Amazon EC2

Amazon EC2 (Elastic Compute Cloud)

Amazon EC2 provides resizable virtual machines (instances) in the AWS cloud. It remains the foundational AWS compute primitive — even managed services like RDS, EMR, and SageMaker run on EC2 underneath. EC2 is the right choice when you need full OS-level control, specialized hardware (GPU, high-memory, HPC), or software that doesn't fit containers or Lambda.

Key Concepts:

Instance Families: General purpose (M, T), compute-optimized (C), memory-optimized (R, X), storage-optimized (I, D), accelerated (G, P, Trn, Inf), and burstable (T).
AMIs (Amazon Machine Images): Immutable OS + software snapshots used to launch instances; build with EC2 Image Builder or packer.
EBS vs.
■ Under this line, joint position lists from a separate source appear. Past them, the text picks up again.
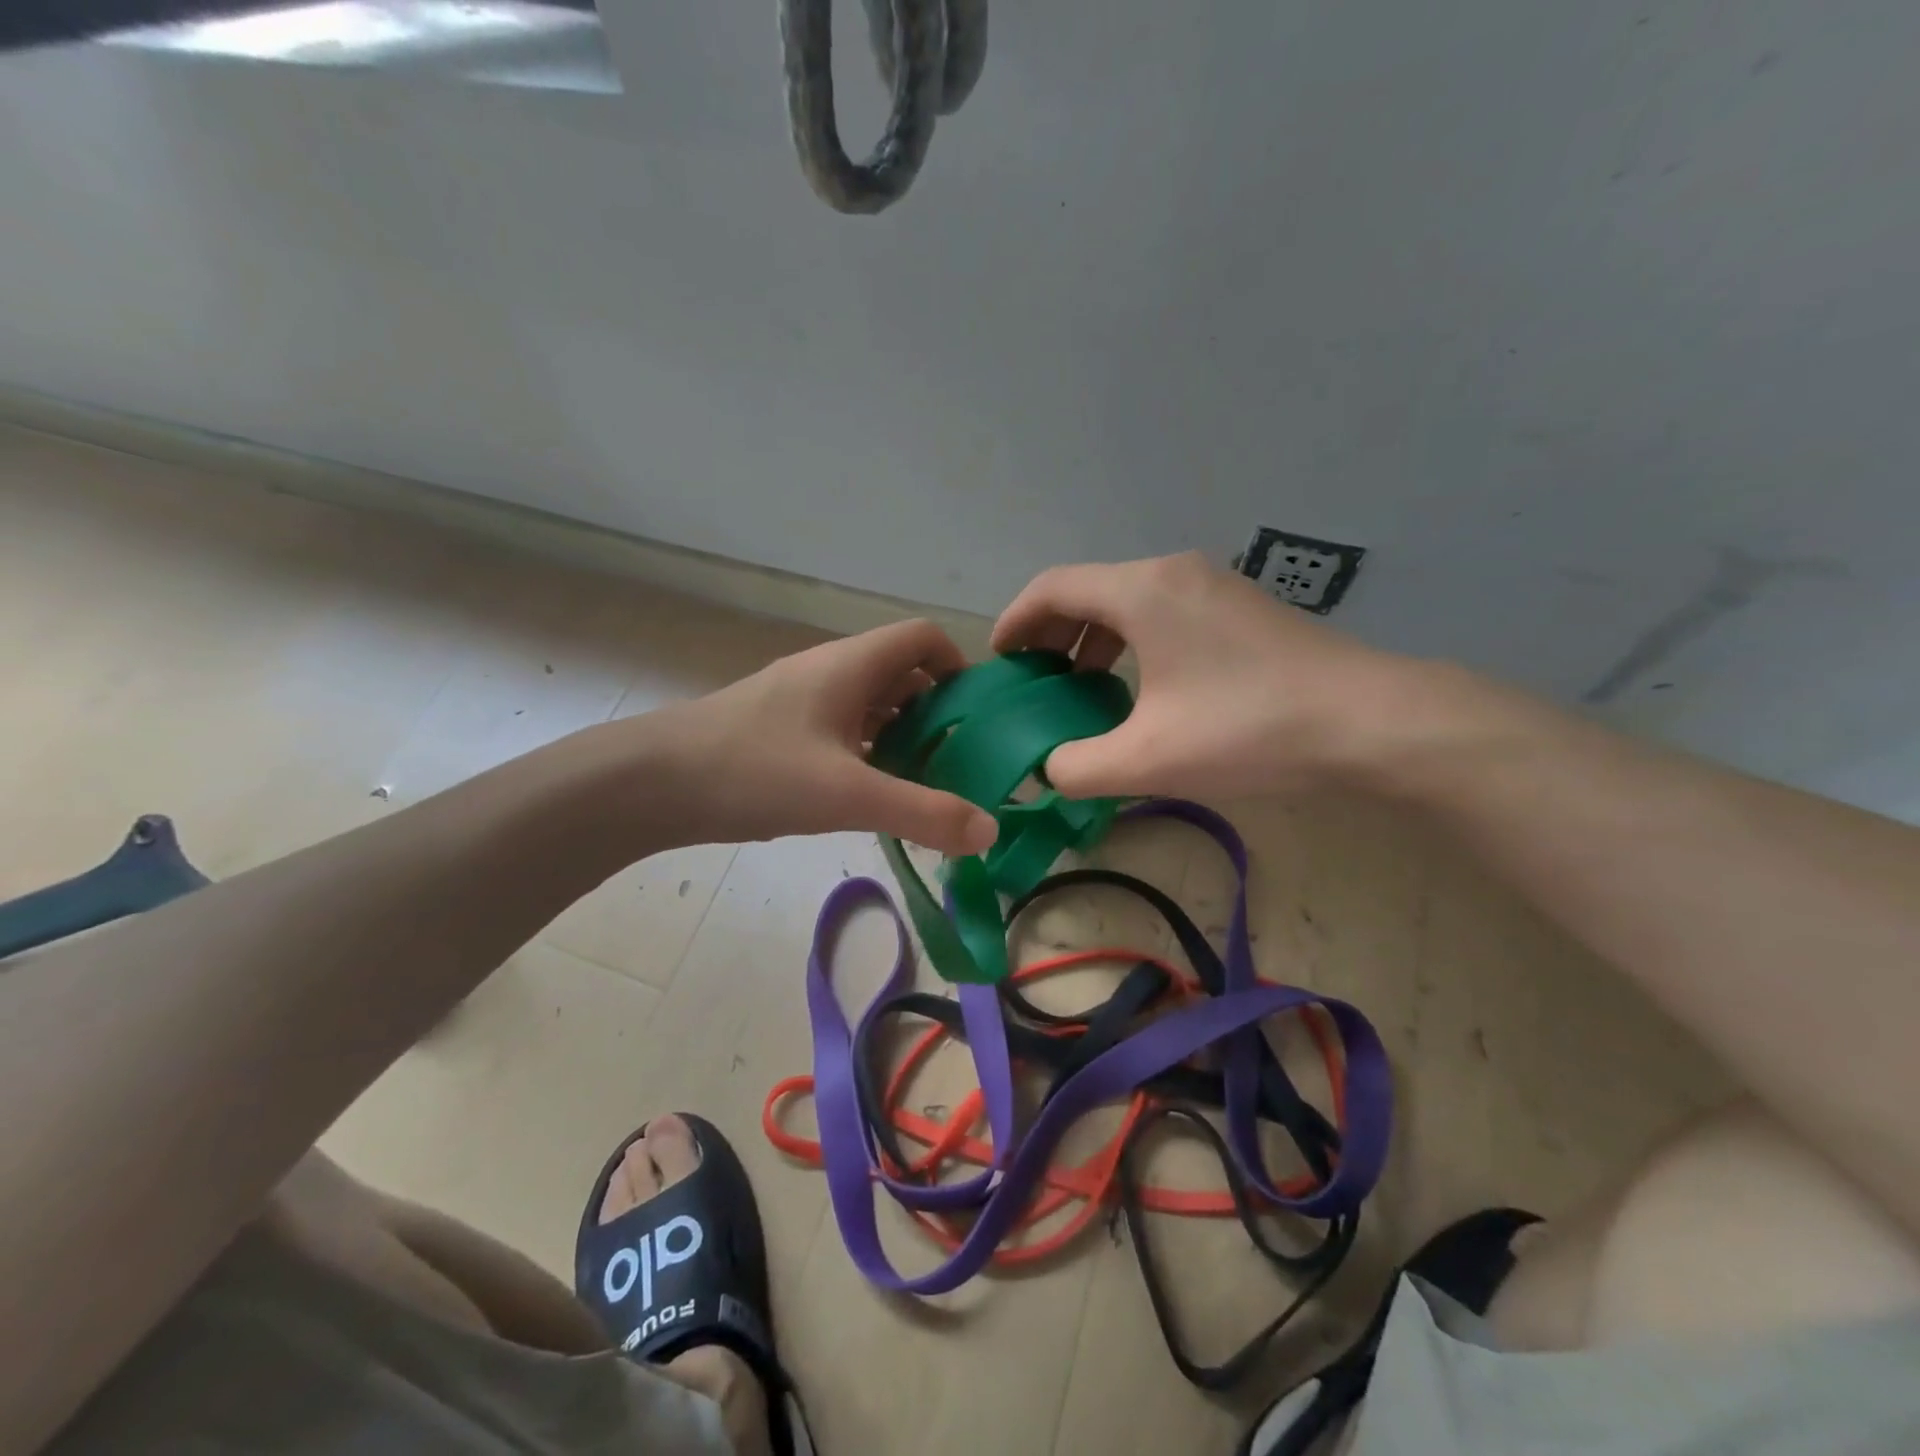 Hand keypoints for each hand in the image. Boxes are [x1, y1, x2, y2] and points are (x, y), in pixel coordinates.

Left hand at [642, 619, 999, 855]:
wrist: (652, 782)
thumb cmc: (755, 771)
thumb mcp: (848, 794)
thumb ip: (923, 812)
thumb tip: (990, 832)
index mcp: (852, 665)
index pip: (923, 638)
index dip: (958, 667)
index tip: (980, 717)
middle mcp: (830, 672)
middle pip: (901, 676)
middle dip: (937, 715)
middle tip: (962, 763)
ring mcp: (802, 701)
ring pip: (870, 707)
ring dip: (902, 738)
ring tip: (926, 785)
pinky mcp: (781, 731)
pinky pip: (842, 731)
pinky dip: (868, 755)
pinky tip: (871, 796)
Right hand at [992, 553, 1415, 799]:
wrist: (1370, 721)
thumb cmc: (1248, 729)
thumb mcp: (1147, 759)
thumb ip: (1077, 766)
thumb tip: (1049, 768)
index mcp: (1142, 591)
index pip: (1053, 587)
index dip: (1015, 620)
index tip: (999, 661)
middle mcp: (1173, 573)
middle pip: (1089, 589)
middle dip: (1052, 632)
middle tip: (1035, 679)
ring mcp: (1212, 585)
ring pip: (1128, 600)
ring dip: (1093, 638)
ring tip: (1080, 685)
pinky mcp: (1240, 608)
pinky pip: (1163, 612)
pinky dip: (1132, 640)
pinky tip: (1140, 687) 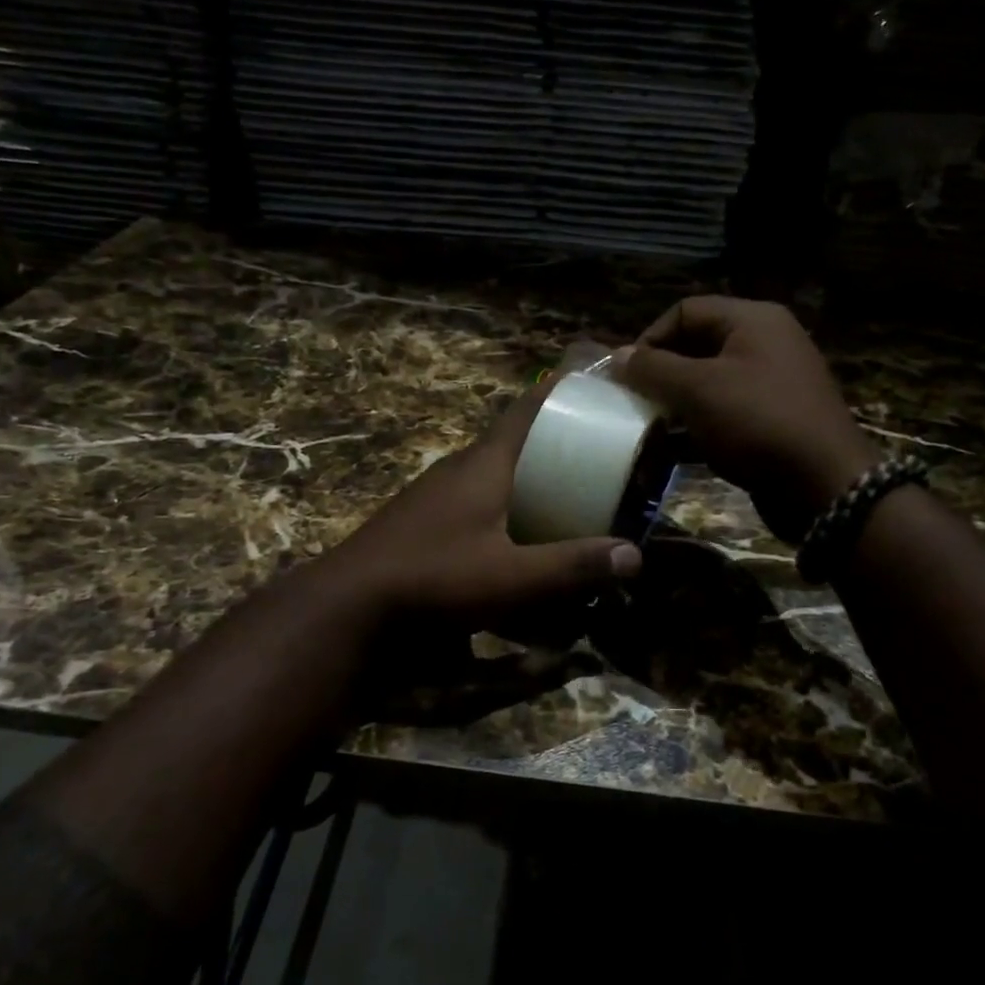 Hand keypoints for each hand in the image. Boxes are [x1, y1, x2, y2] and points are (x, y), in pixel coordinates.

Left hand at [323, 378, 643, 630]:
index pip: (529, 408)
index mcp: (485, 463)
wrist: (350, 604)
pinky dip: (505, 505)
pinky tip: (516, 537)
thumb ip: (572, 567)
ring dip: (529, 476)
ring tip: (566, 494)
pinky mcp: (424, 519)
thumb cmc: (435, 579)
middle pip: (516, 439)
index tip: (596, 380)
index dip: (563, 390)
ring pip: (495, 471)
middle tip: (599, 453)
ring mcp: (437, 493)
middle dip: (557, 441)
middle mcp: (461, 467)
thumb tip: (634, 557)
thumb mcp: (512, 578)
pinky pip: (476, 498)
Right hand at [613, 297, 878, 542]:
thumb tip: (618, 356)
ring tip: (646, 427)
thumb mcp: (698, 390)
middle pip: (696, 345)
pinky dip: (695, 427)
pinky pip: (723, 413)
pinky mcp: (770, 421)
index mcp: (753, 321)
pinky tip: (670, 450)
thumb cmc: (757, 423)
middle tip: (632, 401)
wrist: (823, 485)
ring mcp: (770, 384)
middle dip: (660, 373)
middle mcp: (764, 344)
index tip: (626, 375)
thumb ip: (653, 369)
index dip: (650, 338)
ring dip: (674, 403)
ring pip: (708, 383)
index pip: (685, 311)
Instance Store: EBS is network-attached, durable, and snapshotable; instance store is local NVMe, ephemeral, and fastest — useful for scratch space.
Placement Groups: Cluster (low-latency), Spread (AZ-isolated), Partition (rack-isolated) — control where instances land relative to each other.
Auto Scaling Groups: Launch/terminate instances based on metrics, schedules, or health checks; integrate with ELB for zero-downtime deploys.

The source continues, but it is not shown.